Quelles traces nos émotions laissent-elles dans les lieux que nous habitons ou que nous traversons ? Nos maisons de toujours ou nos maisons d’un jour, Cody Bratt les a photographié lors de ses voyages en Californie et au Nevada et les a associé avec des portraits qui semblent tout droit sortis de films noirs. Ainsi est née sa série « Love We Leave Behind ».
| Toutes les photographies, « Love We Leave Behind » © Cody Bratt
Avec pour seule distraction les paysages californiens décorés par les ruines de la Ruée vers l’Or et des motels décrépis, Cody Bratt, photographe basé à San Francisco, s’est mis très tôt à y imaginer des histoires fictionnelles qui, au fil des années, ont tourné à l’obsession photographique : « Ces espaces qui furent tant aimés et habités autrefois, mais qui, aujourd’hui, sont comme perdus dans le temps, sont depuis le début un thème récurrent dans mon travail. En 2014, j’ai commencé à les associer avec des portraits plus fictifs pour voir dans quelle mesure notre vie émotionnelle peut laisser une marque sur les espaces que nous habitons et traversons, et si ces espaces avaient éventuellement une durée de vie propre. », nous raconte-t-il par email.
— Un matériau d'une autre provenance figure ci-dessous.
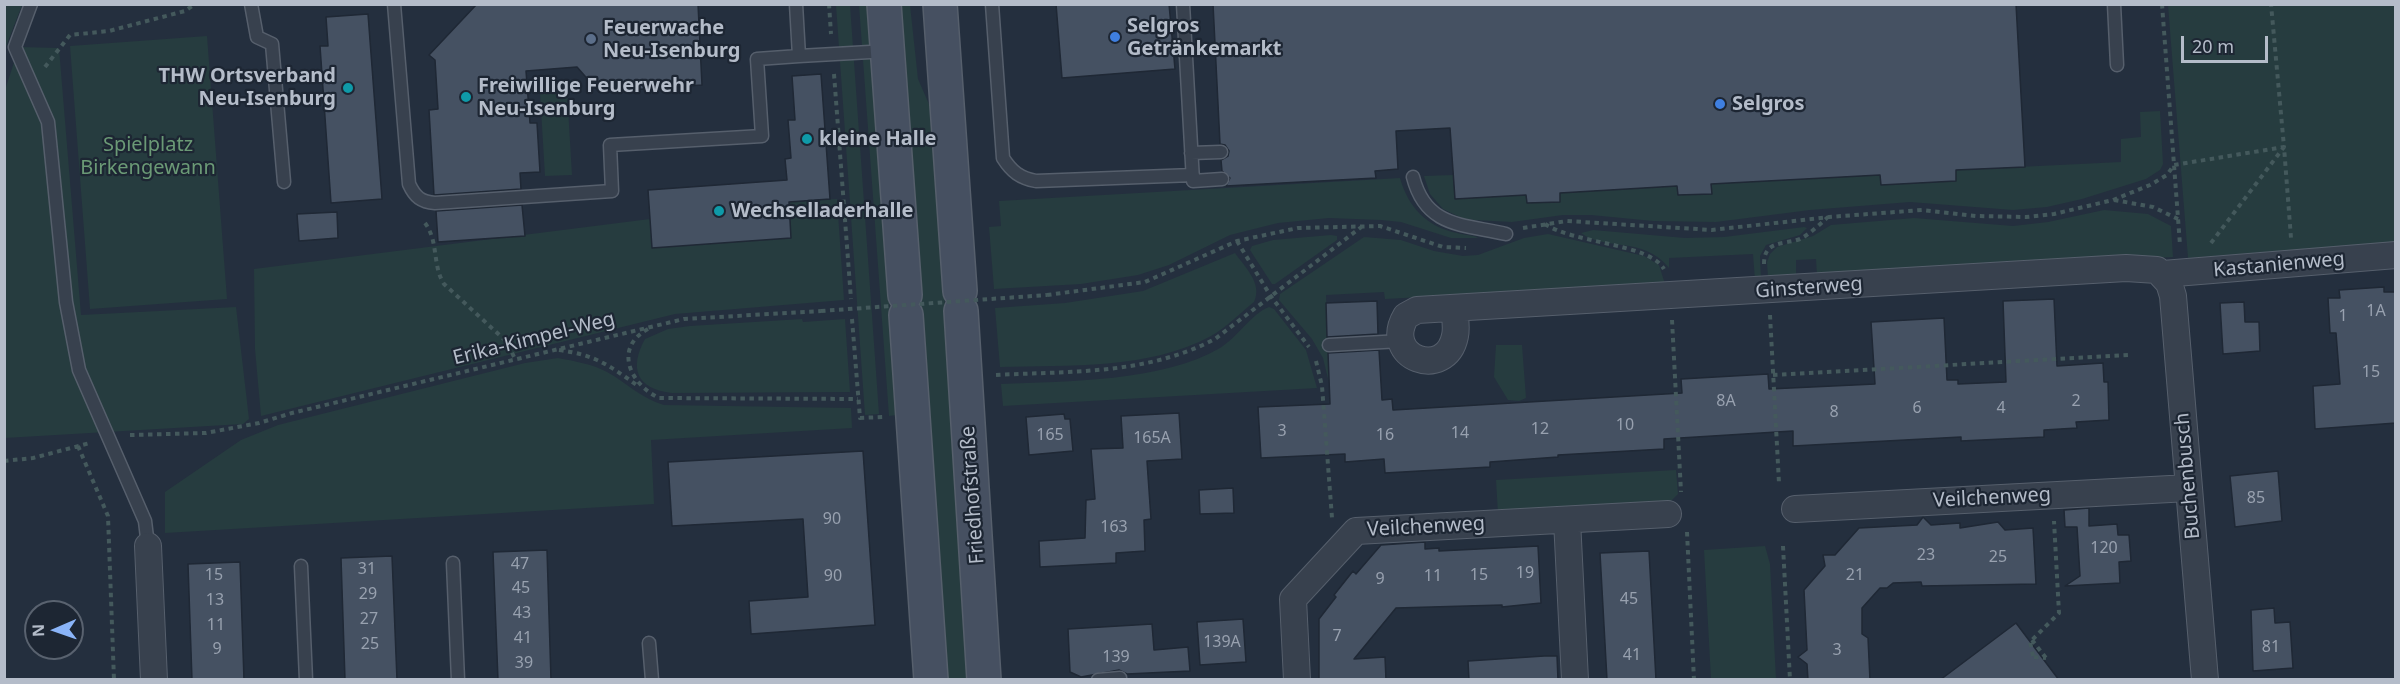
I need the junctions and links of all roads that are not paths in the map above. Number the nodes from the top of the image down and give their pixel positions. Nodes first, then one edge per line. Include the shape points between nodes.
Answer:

Motels, stations d’essence et autres lieux de passages portent nos marques, sont comme usés par la multiplicité des personnes qui les habitent, parfois juste pour une heure ou une nuit. « Ce sont des endroits que nous habitons temporairement, mais dans lesquels nous avons souvent des expériences émotionnelles intenses, ajoute-t-il. Une rencontre nocturne clandestine avec son amant, des vacances en famille, un nouveau départ dans la vie. Ces lieux sont souvent profondément enfoncés dans nos souvenirs, bien que nous les quittons rapidement physiquement. Quels reliquats de nous-mêmes avons-nous laissé derrière nous, et comment ces espaces demeurent-ils inscrits dans le récit de nos souvenirs ? »
« Love We Leave Behind » est un document-fiction, un film sans son ni mouvement, dont les protagonistes ne pourraient bien n’être que nous-mêmes : « peut-être sont-ils réels ou imaginaires, suggère Cody. Peut-être sont-ils tous le même personnage. Peut-être sont-ils des émotions personnifiées. Peut-être sont-ils les spectateurs. »
Cody Bratt est un photographe américain basé à San Fransisco. « Love We Leave Behind » sera publiée aux Éditions Fraction à l’automne 2017. Son site Internet : codybratt.com.